MOODY’S HAS downgraded its rating for Anglo Irish Bank to reflect the “serious challenges” faced by the bank. The international ratings agency also warned it may downgrade the senior debt ratings of other Irish banks.
In a statement issued on Thursday night, Moody’s said it was cutting its rating of Anglo’s senior debt from A2 to A3 because of the bank’s significant “capital erosion”.
“Furthermore, Moody’s believes that significant restructuring will be necessary for the bank to develop a viable business model again,” the agency said.
This rating action follows the release of the bank’s results for the half-year to the end of March in which it recorded a loss of €4.1 billion due to a greatly increased provisioning charge.
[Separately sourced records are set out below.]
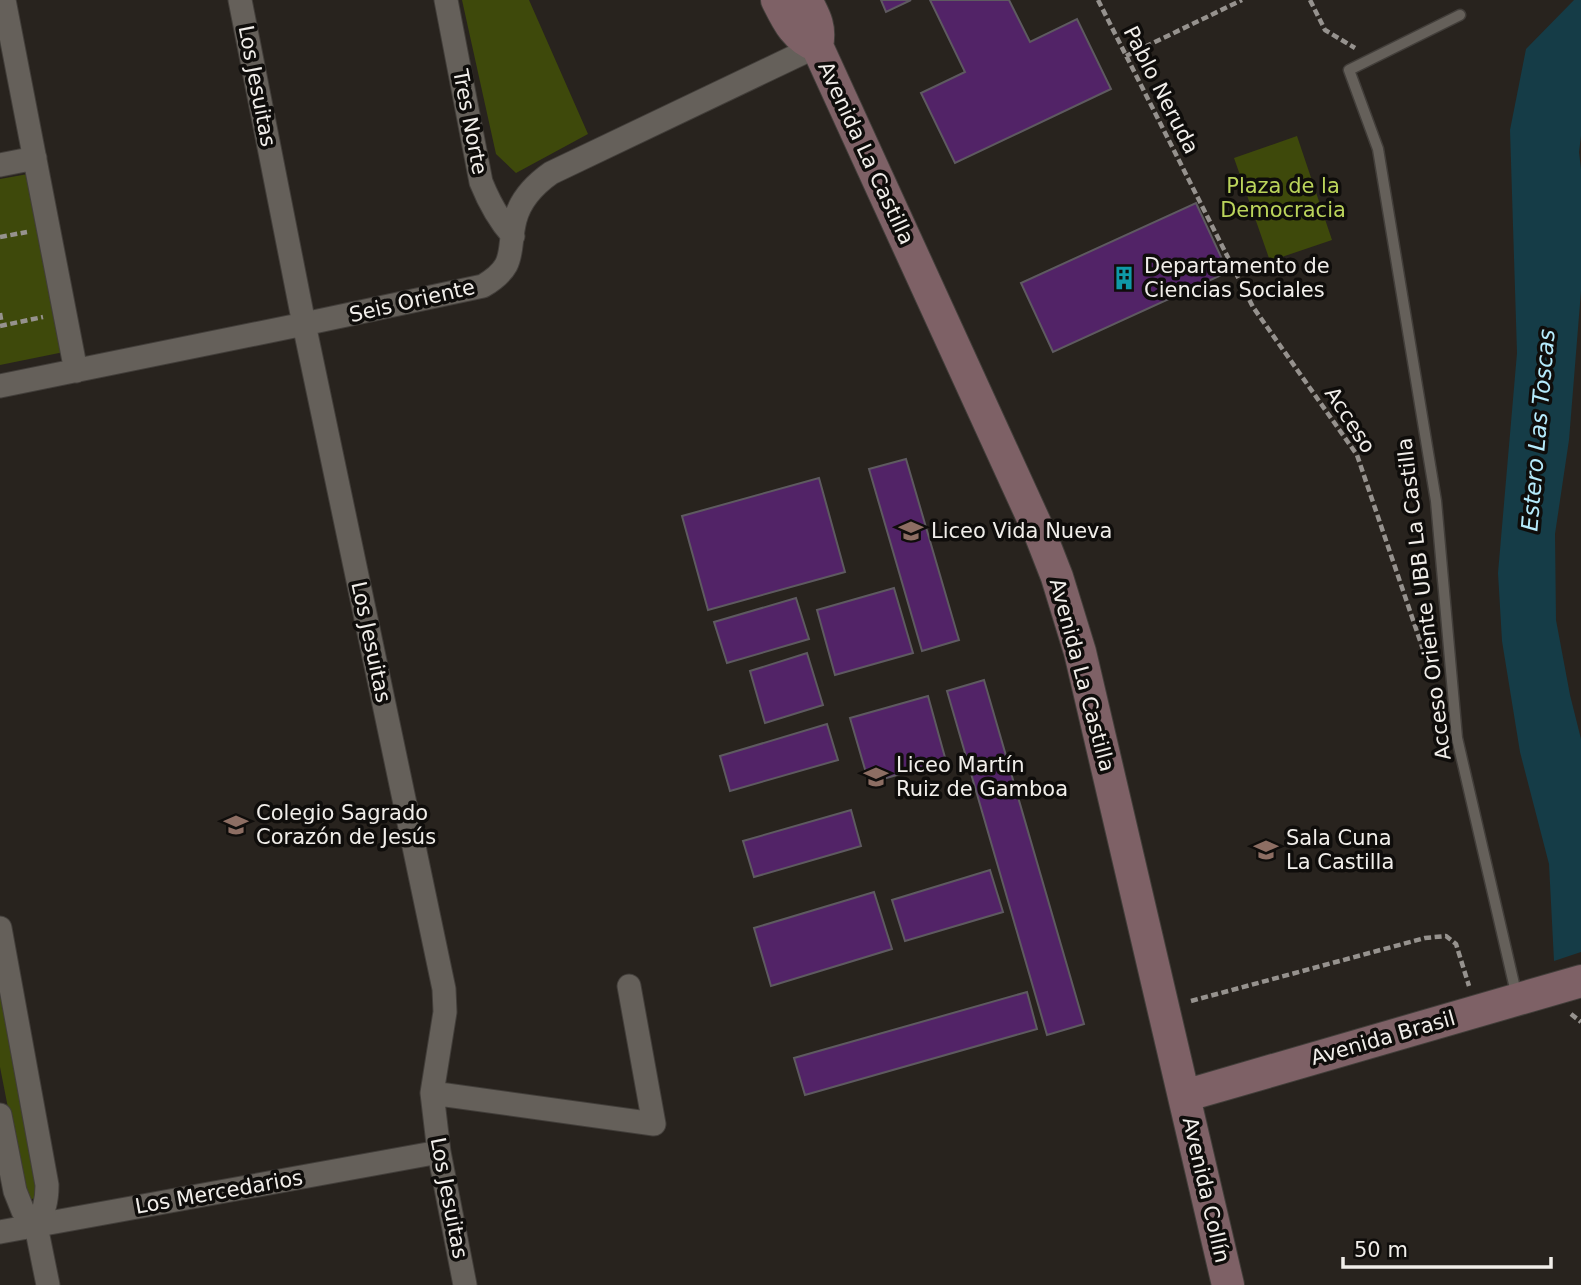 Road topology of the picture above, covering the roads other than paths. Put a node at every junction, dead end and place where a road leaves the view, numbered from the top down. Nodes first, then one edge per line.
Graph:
1 (4, 0) edge
2 (240, 0) edge
3 (446, 0) edge
4 (778, 0) edge
5 (806, 0) edge
6 (1460, 15) dead end
7 (817, 46) junction
8 (35, 158) junction
9 (0, 165) edge
10 (513, 236) junction
11 (304, 324) junction
12 (76, 370) junction
13 (0, 386) edge
14 (0, 928) edge
15 (1581, 981) edge
16 (629, 986) dead end
17 (1530, 996) junction
18 (432, 1093) junction
19 (1184, 1096) junction
20 (0, 1115) edge
21 (439, 1152) junction
22 (36, 1226) junction
23 (0, 1233) edge
24 (48, 1285) edge
25 (465, 1285) edge
26 (1228, 1285) edge

1 - 8 street
2 - 11 street, Los Jesuitas
3 - 10 street, Tres Norte
4 - 7 main road, Avenida La Castilla
5 - 7 main road, Avenida La Castilla
6 - 17 lane, Acceso Oriente UBB La Castilla
7 - 10 street, Seis Oriente
7 - 19 main road, Avenida La Castilla
8 - 9 street
8 - 12 street
10 - 11 street, Seis Oriente
11 - 12 street, Seis Oriente
11 - 18 street, Los Jesuitas
12 - 13 street, Seis Oriente
14 - 22 street
15 - 17 main road, Avenida Brasil
16 - 18 street
17 - 19 main road, Avenida Brasil
18 - 21 street, Los Jesuitas
19 - 26 main road, Avenida Collín
20 - 22 street
21 - 22 street, Los Mercedarios
21 - 25 street, Los Jesuitas
22 - 23 street, Los Mercedarios
22 - 24 street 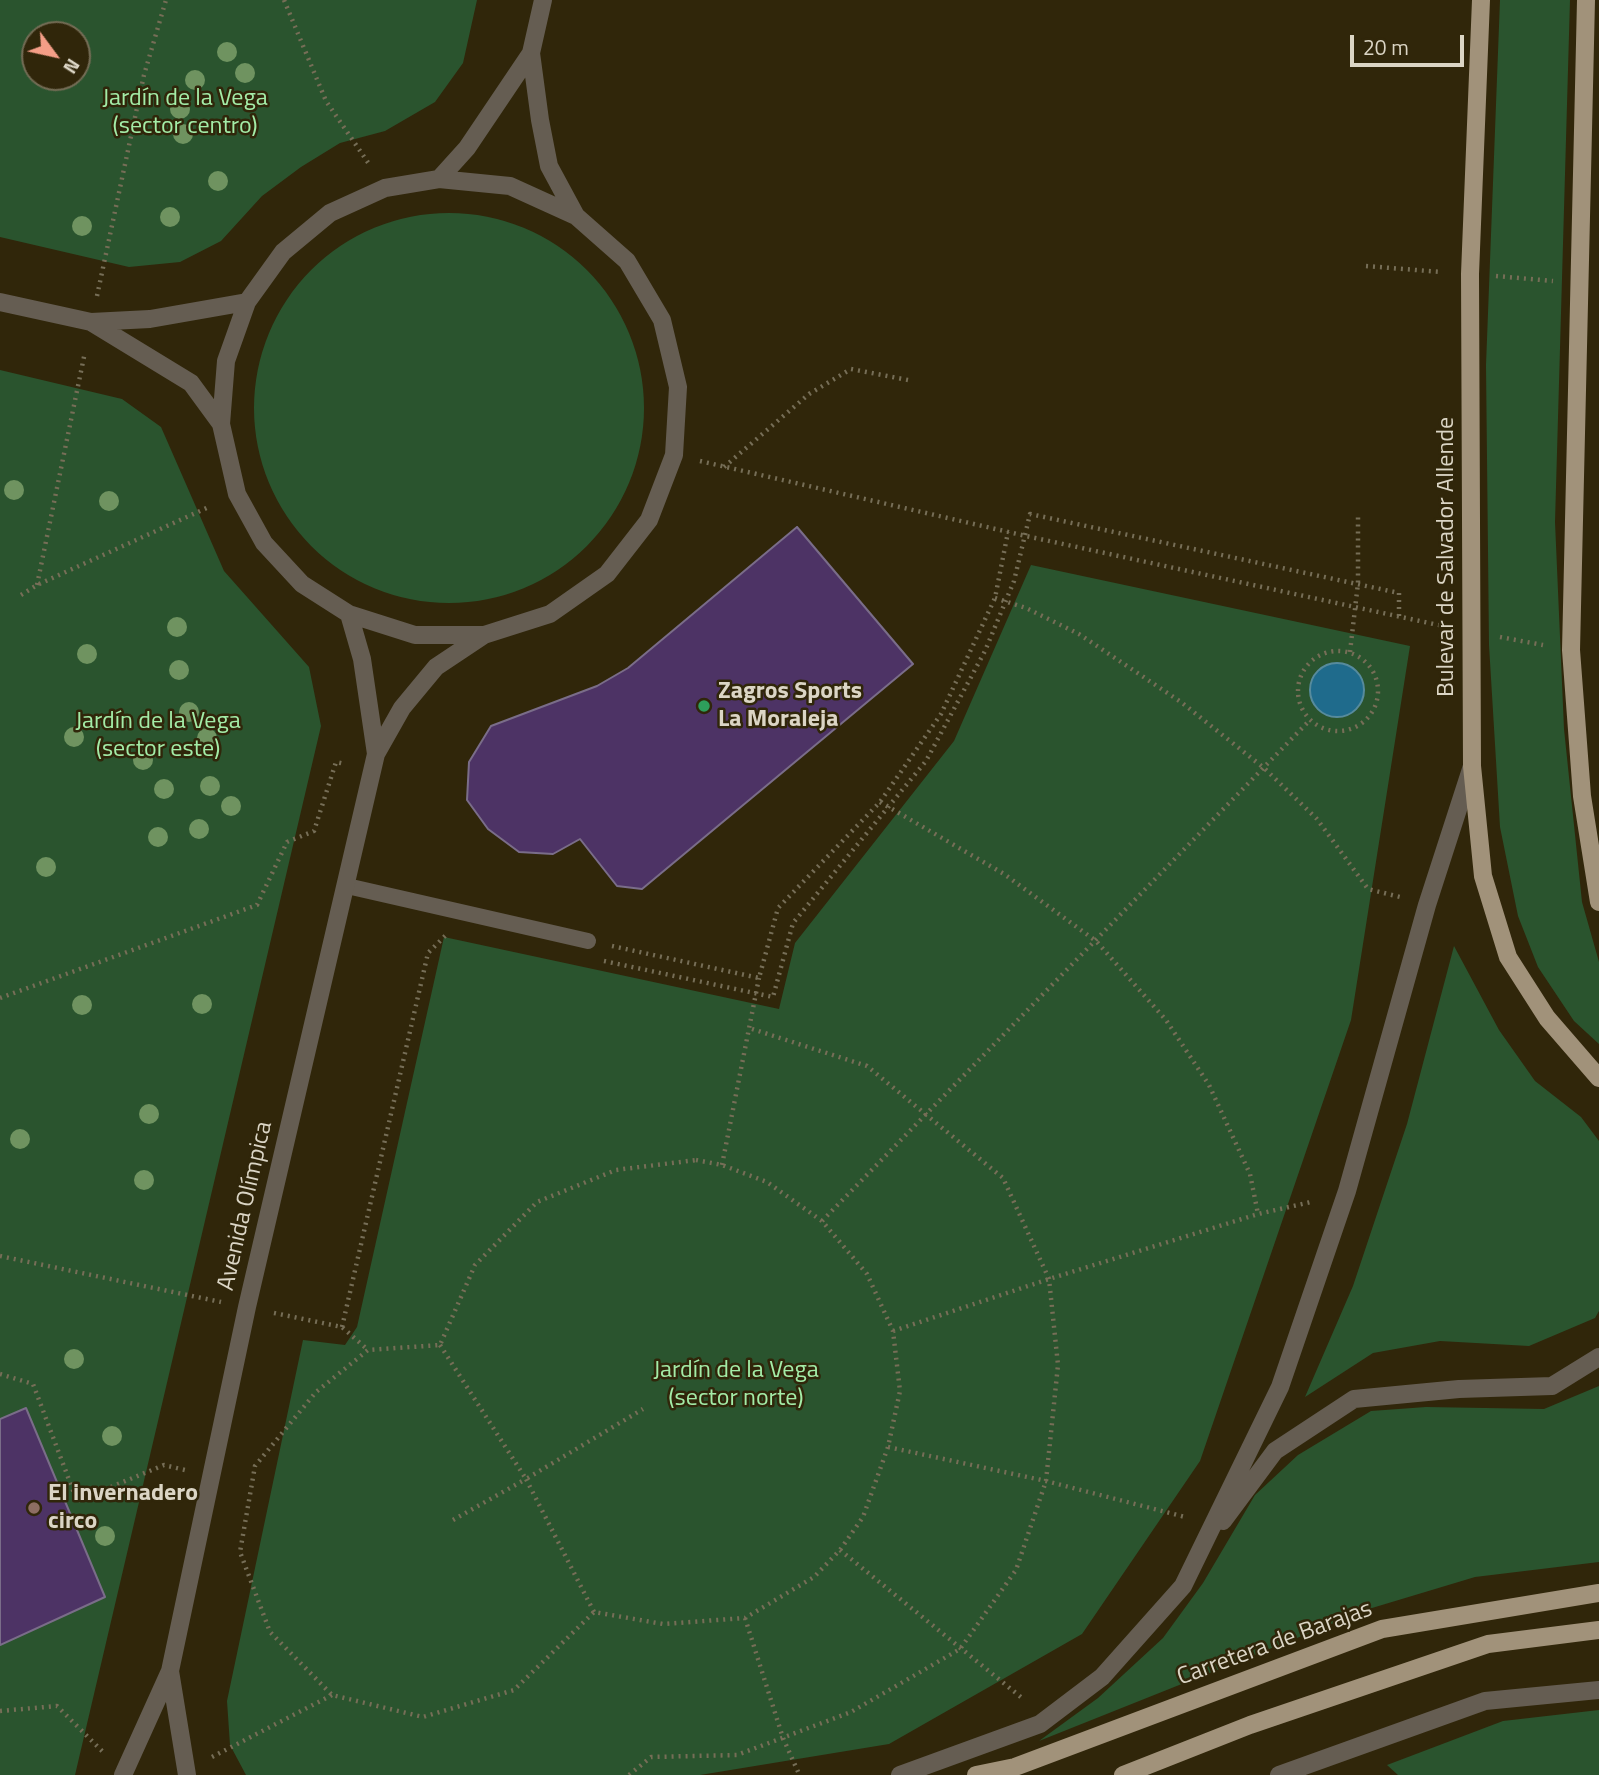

Although the Government has announced it intends to inject up to €4 billion into Anglo, Moody’s expects the capitalisation of the bank is likely to remain very weak without further State support.
The agency also placed the long-term deposit and senior debt ratings of AIB, Bank of Ireland, Irish Life & Permanent (I&LP) and ICS Building Society on review for possible downgrade. It also downgraded or placed on review for downgrade various junior debt securities of AIB, Anglo, Bank of Ireland, EBS and ILP.
Yesterday, Moody’s withdrew Barclays Bank Ireland’s deposit and financial strength ratings.